What you will do
Set down every entry word for word. Omit the pictures.

== == ==

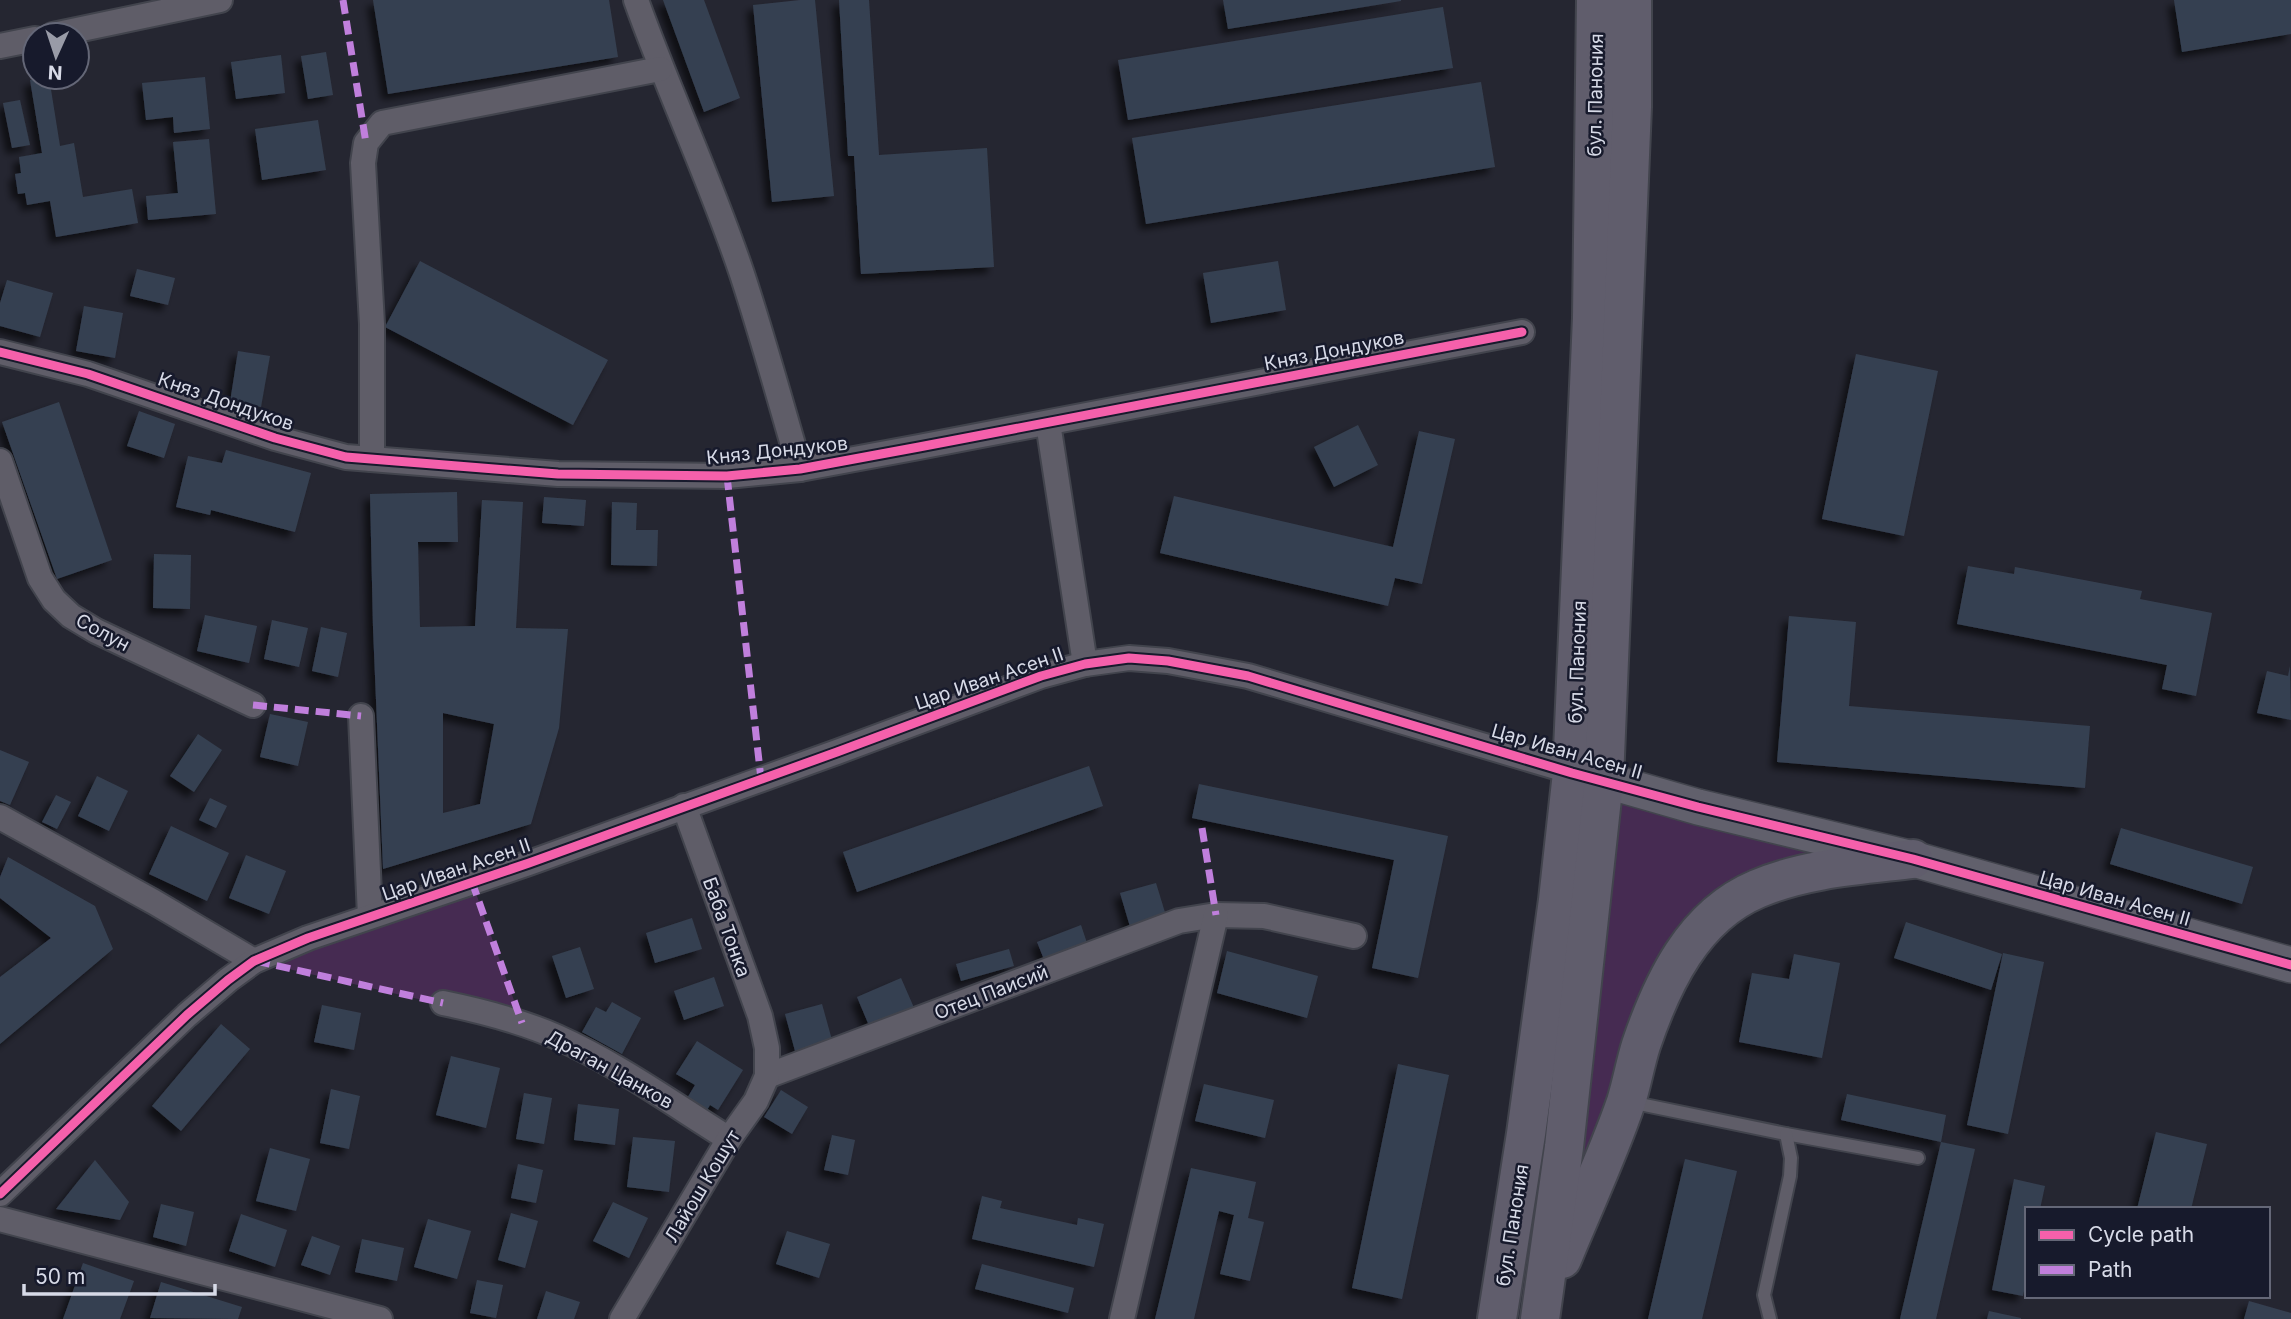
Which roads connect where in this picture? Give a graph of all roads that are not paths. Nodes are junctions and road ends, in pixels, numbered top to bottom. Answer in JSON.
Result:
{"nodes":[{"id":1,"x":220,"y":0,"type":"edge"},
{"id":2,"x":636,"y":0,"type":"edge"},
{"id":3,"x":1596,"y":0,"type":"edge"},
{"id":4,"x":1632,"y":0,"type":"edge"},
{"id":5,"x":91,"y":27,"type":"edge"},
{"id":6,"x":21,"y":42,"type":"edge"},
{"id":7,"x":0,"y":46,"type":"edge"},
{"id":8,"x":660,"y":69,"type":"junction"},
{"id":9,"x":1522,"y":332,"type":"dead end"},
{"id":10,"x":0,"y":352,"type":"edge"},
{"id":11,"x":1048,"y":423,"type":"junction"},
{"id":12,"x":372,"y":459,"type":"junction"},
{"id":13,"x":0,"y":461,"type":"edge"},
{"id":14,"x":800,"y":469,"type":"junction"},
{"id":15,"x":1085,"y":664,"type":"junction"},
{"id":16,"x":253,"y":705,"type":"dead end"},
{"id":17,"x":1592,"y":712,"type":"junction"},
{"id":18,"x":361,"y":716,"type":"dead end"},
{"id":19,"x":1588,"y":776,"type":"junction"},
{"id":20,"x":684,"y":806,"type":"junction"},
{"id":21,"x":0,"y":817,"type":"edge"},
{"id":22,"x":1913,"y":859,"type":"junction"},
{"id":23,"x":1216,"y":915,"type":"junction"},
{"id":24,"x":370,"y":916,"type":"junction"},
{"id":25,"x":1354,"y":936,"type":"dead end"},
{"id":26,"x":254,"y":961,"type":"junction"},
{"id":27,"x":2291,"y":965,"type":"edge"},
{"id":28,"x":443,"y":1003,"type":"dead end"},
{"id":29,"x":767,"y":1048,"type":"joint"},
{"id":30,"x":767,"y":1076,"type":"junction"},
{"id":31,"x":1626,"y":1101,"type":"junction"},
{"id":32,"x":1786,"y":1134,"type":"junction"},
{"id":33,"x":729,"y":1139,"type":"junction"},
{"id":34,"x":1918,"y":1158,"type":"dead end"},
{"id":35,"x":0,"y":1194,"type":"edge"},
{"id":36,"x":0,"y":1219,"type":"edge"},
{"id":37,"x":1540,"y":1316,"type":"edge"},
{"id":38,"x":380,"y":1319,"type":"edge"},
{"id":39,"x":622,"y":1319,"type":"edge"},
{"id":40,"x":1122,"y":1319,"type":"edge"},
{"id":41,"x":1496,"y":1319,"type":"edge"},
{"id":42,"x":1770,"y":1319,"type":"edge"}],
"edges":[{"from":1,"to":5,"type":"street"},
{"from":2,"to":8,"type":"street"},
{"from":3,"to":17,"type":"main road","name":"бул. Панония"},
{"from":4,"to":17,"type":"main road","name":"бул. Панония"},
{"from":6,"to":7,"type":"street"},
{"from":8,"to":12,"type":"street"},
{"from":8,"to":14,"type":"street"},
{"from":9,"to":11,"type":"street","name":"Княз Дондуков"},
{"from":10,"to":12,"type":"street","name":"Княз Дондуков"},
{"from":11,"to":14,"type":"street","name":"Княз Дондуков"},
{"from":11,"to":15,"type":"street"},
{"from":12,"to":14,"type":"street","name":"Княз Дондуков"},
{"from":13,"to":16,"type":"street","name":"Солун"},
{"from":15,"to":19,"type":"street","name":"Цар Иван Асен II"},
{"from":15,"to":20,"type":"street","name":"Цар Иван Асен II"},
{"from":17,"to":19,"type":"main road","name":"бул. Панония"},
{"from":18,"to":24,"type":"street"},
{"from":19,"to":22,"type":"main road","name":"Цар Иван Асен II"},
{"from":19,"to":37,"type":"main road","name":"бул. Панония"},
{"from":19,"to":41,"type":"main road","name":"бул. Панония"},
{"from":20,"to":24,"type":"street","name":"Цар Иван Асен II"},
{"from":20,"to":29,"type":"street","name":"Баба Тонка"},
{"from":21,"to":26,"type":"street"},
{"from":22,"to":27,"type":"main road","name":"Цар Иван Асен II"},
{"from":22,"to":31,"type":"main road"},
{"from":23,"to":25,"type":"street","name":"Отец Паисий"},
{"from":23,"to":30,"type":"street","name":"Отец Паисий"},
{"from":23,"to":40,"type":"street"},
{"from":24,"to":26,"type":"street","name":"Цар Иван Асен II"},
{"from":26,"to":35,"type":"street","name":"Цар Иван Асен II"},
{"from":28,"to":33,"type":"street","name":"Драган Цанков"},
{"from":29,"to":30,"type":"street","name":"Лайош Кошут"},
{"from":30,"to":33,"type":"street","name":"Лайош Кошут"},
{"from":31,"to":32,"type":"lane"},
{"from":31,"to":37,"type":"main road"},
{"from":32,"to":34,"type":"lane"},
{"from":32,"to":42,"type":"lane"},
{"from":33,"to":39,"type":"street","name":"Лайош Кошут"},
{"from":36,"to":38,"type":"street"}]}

== == ==

Result of the exercise
Which roads connect where in this picture? Give a graph of all roads that are not paths. Nodes are junctions and road ends, in pixels, numbered top to bottom. Answer in JSON.
Result:
{"nodes":[{"id":1,"x":220,"y":0,"type":"edge"},
{"id":2,"x":636,"y":0,"type":"edge"},
{"id":3,"x":1596,"y":0,"type":"edge"},
{"id":4,"x":1632,"y":0,"type":"edge"},
{"id":5,"x":91,"y":27,"type":"edge"},
{"id":6,"x":21,"y":42,"type":"edge"},
{"id":7,"x":0,"y":46,"type":"edge"},
{"id":8,"x":660,"y":69,"type":"junction"},
{"id":9,"x":1522,"y":332,"type":"dead end"},
{"id":10,"x":0,"y":352,"type":"edge"},
{"id":11,"x":1048,"y":423,"type":"junction"},
{"id":12,"x":372,"y":459,"type":"junction"},
{"id":13,"x":0,"y":461,"type":"edge"},
{"id":14,"x":800,"y":469,"type":"junction"},
{"id":15,"x":1085,"y":664,"type":"junction"},
{"id":16,"x":253,"y":705,"type":"dead end"},
{"id":17,"x":1592,"y":712,"type":"junction"},
{"id":18,"x":361,"y":716,"type":"dead end"},
{"id":19,"x":1588,"y":776,"type":"junction"},
{"id":20,"x":684,"y":806,"type":"junction"},
{"id":21,"x":0,"y":817,"type":"edge"},
{"id":22,"x":1913,"y":859,"type":"junction"},
{"id":23,"x":1216,"y":915,"type":"junction"},
{"id":24,"x":370,"y":916,"type":"junction"},
{"id":25,"x":1354,"y":936,"type":"dead end"},
{"id":26,"x":254,"y":961,"type":"junction"},
{"id":27,"x":2291,"y":965,"type":"edge"},
{"id":28,"x":443,"y":1003,"type":"dead end"},
{"id":29,"x":767,"y":1048,"type":"joint"},
{"id":30,"x":767,"y":1076,"type":"junction"},
{"id":31,"x":1626,"y":1101,"type":"junction"},
{"id":32,"x":1786,"y":1134,"type":"junction"},
{"id":33,"x":729,"y":1139,"type":"junction"},
{"id":34,"x":1918,"y":1158,"type":"dead end"},
{"id":35,"x":0,"y":1194,"type":"edge"},
{"id":36,"x":0,"y":1219,"type":"edge"},
{"id":37,"x":1540,"y":1316,"type":"edge"},
{"id":38,"x":380,"y":1319,"type":"edge"},
{"id":39,"x":622,"y":1319,"type":"edge"},
{"id":40,"x":1122,"y":1319,"type":"edge"},
{"id":41,"x":1496,"y":1319,"type":"edge"},
{"id":42,"x":1770,"y":1319,"type":"edge"}],
"edges":[{"from":1,"to":5,"type":"street"},
{"from":2,"to":8,"type":"street"},
{"from":3,"to":17,"type":"main road","name":"бул. Панония"},
{"from":4,"to":17,"type":"main road","name":"бул. Панония"},
{"from":6,"to":7,"type":"street"},
{"from":8,"to":12,"type":"street"},
{"from":8,"to":14,"type":"street"},
{"from":9,"to":11,"type":"street","name":"Княз Дондуков"},
{"from":10,"to":12,"type":"street","name":"Княз Дондуков"},
{"from":11,"to":14,"type":"street","name":"Княз Дондуков"},
{"from":11,"to":15,"type":"street"},
{"from":12,"to":14,"type":"street","name":"Княз Дондуков"},
{"from":13,"to":16,"type":"street","name":"Солун"},
{"from":15,"to":19,"type":"street","name":"Цар Иван Асен II"},
{"from":15,"to":20,"type":"street","name":"Цар Иван Асен II"},
{"from":17,"to":19,"type":"main road","name":"бул. Панония"},
{"from":18,"to":24,"type":"street"},
{"from":19,"to":22,"type":"main road","name":"Цар Иван Асен II"},
{"from":19,"to":37,"type":"main road","name":"бул. Панония"},
{"from":19,"to":41,"type":"main road","name":"бул. Панония"},
{"from":20,"to":24,"type":"street","name":"Цар Иван Асен II"},
{"from":20,"to":29,"type":"street","name":"Баба Тонка"},
{"from":21,"to":26,"type":"street"},
{"from":22,"to":27,"type":"main road","name":"Цар Иван Асен II"},
{"from":22,"to":31,"type":"main road"},
{"from":23,"to":25,"type":"street","name":"Отец Паисий"},
{"from":23,"to":30,"type":"street","name":"Отец Паисий"},
{"from":23,"to":40,"type":"street"},
{"from":24,"to":26,"type":"street","name":"Цар Иван Асен II"},
{"from":26,"to":35,"type":"street","name":"Цар Иван Асен II"},
{"from":28,"to":33,"type":"street","name":"Драган Цанков"},
{"from":29,"to":30,"type":"street","name":"Лайош Кошут"},
{"from":30,"to":33,"type":"street","name":"Лайош Кошут"},
{"from":31,"to":32,"type":"lane"},
{"from":31,"to":37,"type":"main road"},
{"from":32,"to":34,"type":"lane"},
{"from":32,"to":42,"type":"lane"},
{"from":33,"to":39,"type":"street","name":"Лайош Кошут"},
{"from":36,"to":38,"type":"street"}]}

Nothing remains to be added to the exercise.